*** Data listing Section Begins ***

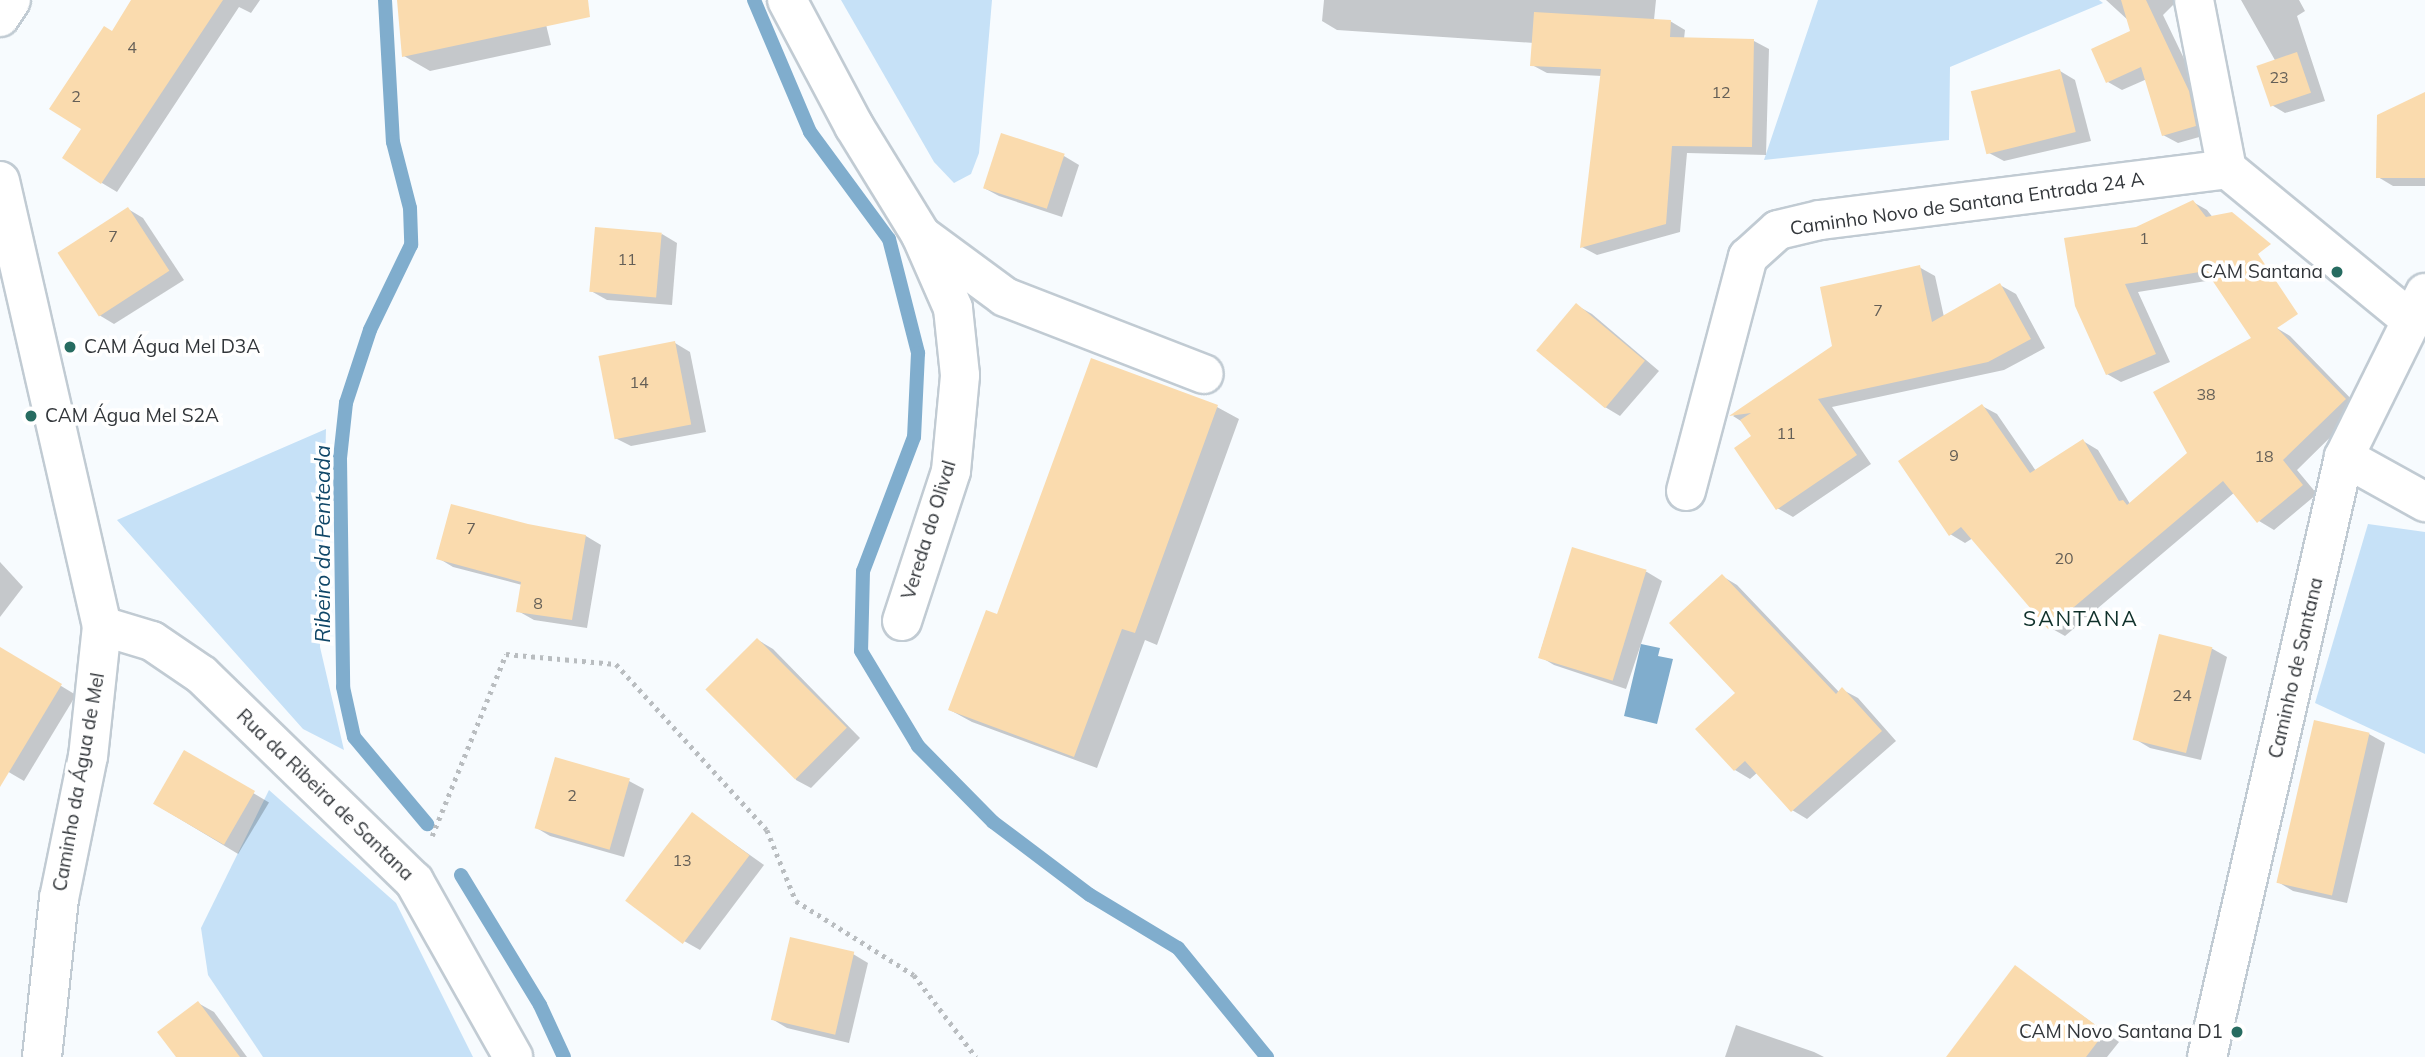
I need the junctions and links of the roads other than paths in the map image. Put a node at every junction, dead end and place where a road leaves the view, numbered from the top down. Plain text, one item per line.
1 (11, 0) edge
2 (787, 0) edge
3 (2194, 0) edge
4 (0, 17) edge
5 (2227, 169) junction
6 (0, 181) edge
7 (921, 235) junction
8 (2418, 307) edge
9 (1204, 374) dead end
10 (2344, 457) junction
11 (1686, 491) dead end
12 (2425, 502) edge
13 (902, 621) dead end
14 (103, 626) junction
15 (42, 1057) edge
16 (513, 1057) edge
17 (2207, 1057) edge

1 - 4 street
2 - 7 street, Vereda do Olival
3 - 5 street
5 - 8 street
5 - 11 street, Caminho Novo de Santana Entrada 24 A
6 - 14 street, Caminho da Água de Mel
7 - 9 street, Vereda do Olival
7 - 13 street, Vereda do Olival
8 - 10 street, Caminho de Santana
10 - 12 street
10 - 17 street, Caminho de Santana
14 - 15 street, Caminho da Água de Mel
14 - 16 street, Rua da Ribeira de Santana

*** Data listing Section Ends ***

Only the text of the records belongs in your answer, repeated exactly; the pictures stay out.

I need the junctions and links of the roads other than paths in the map image. Put a node at every junction, dead end and place where a road leaves the view, numbered from the top down. Plain text, one item per line.
1 (11, 0) edge
2 (787, 0) edge
3 (2194, 0) edge
4 (0, 17) edge
5 (2227, 169) junction
6 (0, 181) edge
7 (921, 235) junction
8 (2418, 307) edge
9 (1204, 374) dead end
10 (2344, 457) junction
11 (1686, 491) dead end
12 (2425, 502) edge
13 (902, 621) dead end
14 (103, 626) junction
15 (42, 1057) edge
16 (513, 1057) edge
17 (2207, 1057) edge

1 - 4 street
2 - 7 street, Vereda do Olival
3 - 5 street
5 - 8 street
5 - 11 street, Caminho Novo de Santana Entrada 24 A
6 - 14 street, Caminho da Água de Mel
7 - 9 street, Vereda do Olival
7 - 13 street, Vereda do Olival
8 - 10 street, Caminho de Santana
10 - 12 street
10 - 17 street, Caminho de Santana
14 - 15 street, Caminho da Água de Mel
14 - 16 street, Rua da Ribeira de Santana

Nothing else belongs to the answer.